TASK TO COMPLETE: All lines holding the word "highway" in the listing below need to be copied.

**** EXCERPTED RECORDS

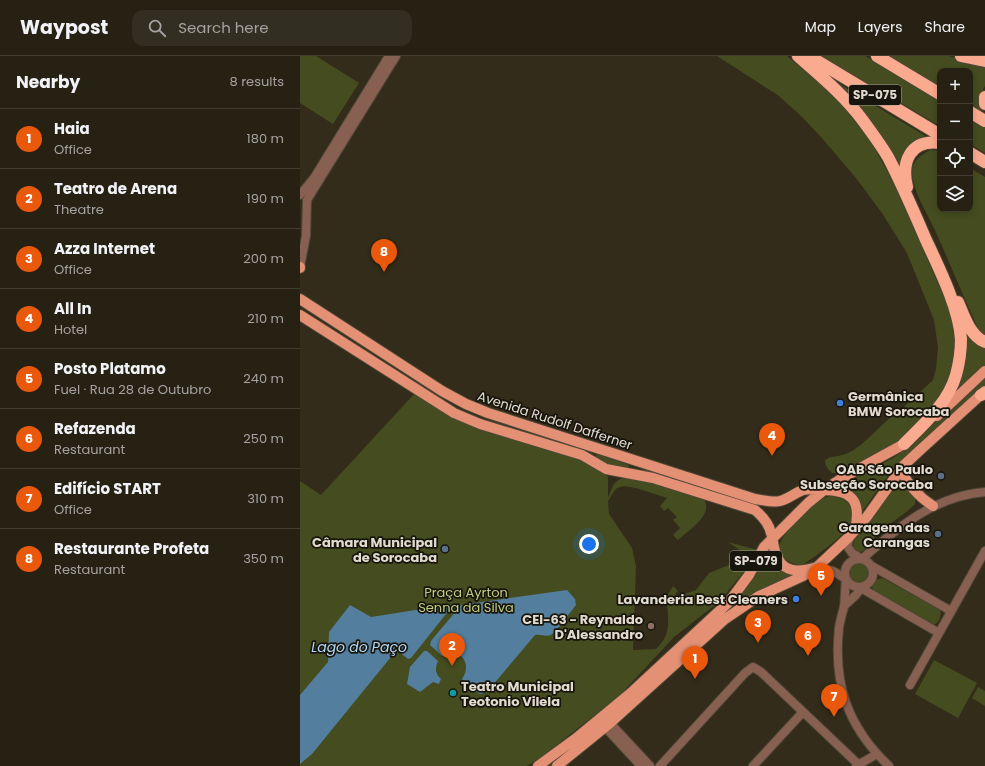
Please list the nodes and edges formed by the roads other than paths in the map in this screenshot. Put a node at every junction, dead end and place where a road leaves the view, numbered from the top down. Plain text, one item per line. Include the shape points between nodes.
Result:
1 (389, 56) edge
2 (396, 56) edge
3 (798, 56) edge
4 (810, 56) edge
5 (878, 56) edge
6 (960, 56) edge
7 (985, 61) edge
8 (386, 67) junction
9 (937, 92) edge
10 (985, 96) edge
11 (985, 104) edge
12 (973, 114) edge
13 (985, 121) edge
14 (937, 133) edge
15 (937, 143) edge
16 (973, 156) edge
17 (984, 162) edge
18 (300, 195) edge
19 (300, 223) edge
20 (306, 231) junction
21 (300, 268) edge
22 (300, 299) edge
23 (300, 315) edge
24 (985, 342) edge
25 (985, 371) edge
26 (984, 393) edge
27 (904, 444) junction
28 (600, 449) junction
29 (633, 460) junction
30 (596, 464) junction
31 (901, 470) junction
32 (624, 473) junction
33 (824, 490) junction
34 (985, 492) edge
35 (933, 506) junction
36 (852, 533) junction
37 (773, 544) junction
38 (985, 551) edge
39 (861, 558) junction
40 (872, 566) junction
41 (817, 567) junction
42 (846, 579) junction
43 (861, 588) junction
44 (844, 606) junction
45 (951, 611) junction
46 (939, 633) junction
47 (910, 685) dead end
48 (802, 713) junction
49 (608, 725) junction
50 (877, 754) junction
51 (538, 766) edge
52 (557, 766) edge
53 (642, 766) edge
54 (650, 766) edge
55 (660, 766) edge
56 (753, 766) edge
57 (858, 766) edge
58 (889, 766) edge

1 - 8 street
2 - 8 street
3 - 27 highway via 833,86 864,121 887,156 955,310 961,339 960,359 951,389 927,421
4 - 14 highway, SP-075
5 - 9 highway, SP-075
6 - 7 highway
8 - 18 street via 314,178
8 - 20 street via 307,200
10 - 11 highway
12 - 13 highway
15 - 24 highway via 928,142 915,148 904,169 906,187 968,324
16 - 17 highway
19 - 20 street
20 - 21 street
22 - 28 main road, Avenida Rudolf Dafferner via 466,404
23 - 30 main road, Avenida Rudolf Dafferner via 454,414 582,455
25 - 27 main road, SP-079
26 - 31 main road, SP-079
27 - 33 main road, SP-079
28 - 29 main road, Avenida Rudolf Dafferner
28 - 30 main road via 590,455
29 - 32 main road via 631,469
29 - 33 main road, Avenida Rudolf Dafferner via 756,499 780,501 804,490
30 - 32 main road, Avenida Rudolf Dafferner
31 - 35 main road via 911,486
31 - 36 main road, SP-079
32 - 37 main road, Avenida Rudolf Dafferner via 653,478 756,510 762,515 771,532
33 - 36 main road, Avenida Rudolf Dafferner via 840,491 854,501 858,518
33 - 37 main road, SP-079 via 794,517
34 - 35 street via 955,497
35 - 39 street via 905,523
36 - 39 street via 847,546 852,553
36 - 41 main road, SP-079
37 - 41 main road, Avenida Rudolf Dafferner via 783,566 795,571
37 - 51 main road, SP-079 via 764,547 729,602 633,691
38 - 45 street
39 - 40 street
39 - 42 street via 848,563
40 - 43 street via 872,580
40 - 45 street
41 - 42 street via 833,571
41 - 49 main road, SP-079 via 759,596 725,619
42 - 43 street via 851,585
42 - 44 street
43 - 44 street
43 - 46 street
44 - 50 street via 839,626 838,675 845,702 855,724
45 - 46 street
46 - 47 street
48 - 55 street via 761,672 750,668
48 - 56 street
48 - 57 street
49 - 52 main road, SP-079
49 - 53 street
49 - 54 street
50 - 57 street
50 - 58 street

********

RESPONSE:
3 - 27 highway via 833,86 864,121 887,156 955,310 961,339 960,359 951,389 927,421
4 - 14 highway, SP-075
5 - 9 highway, SP-075
6 - 7 highway
10 - 11 highway
12 - 13 highway
15 - 24 highway via 928,142 915,148 904,169 906,187 968,324
16 - 17 highway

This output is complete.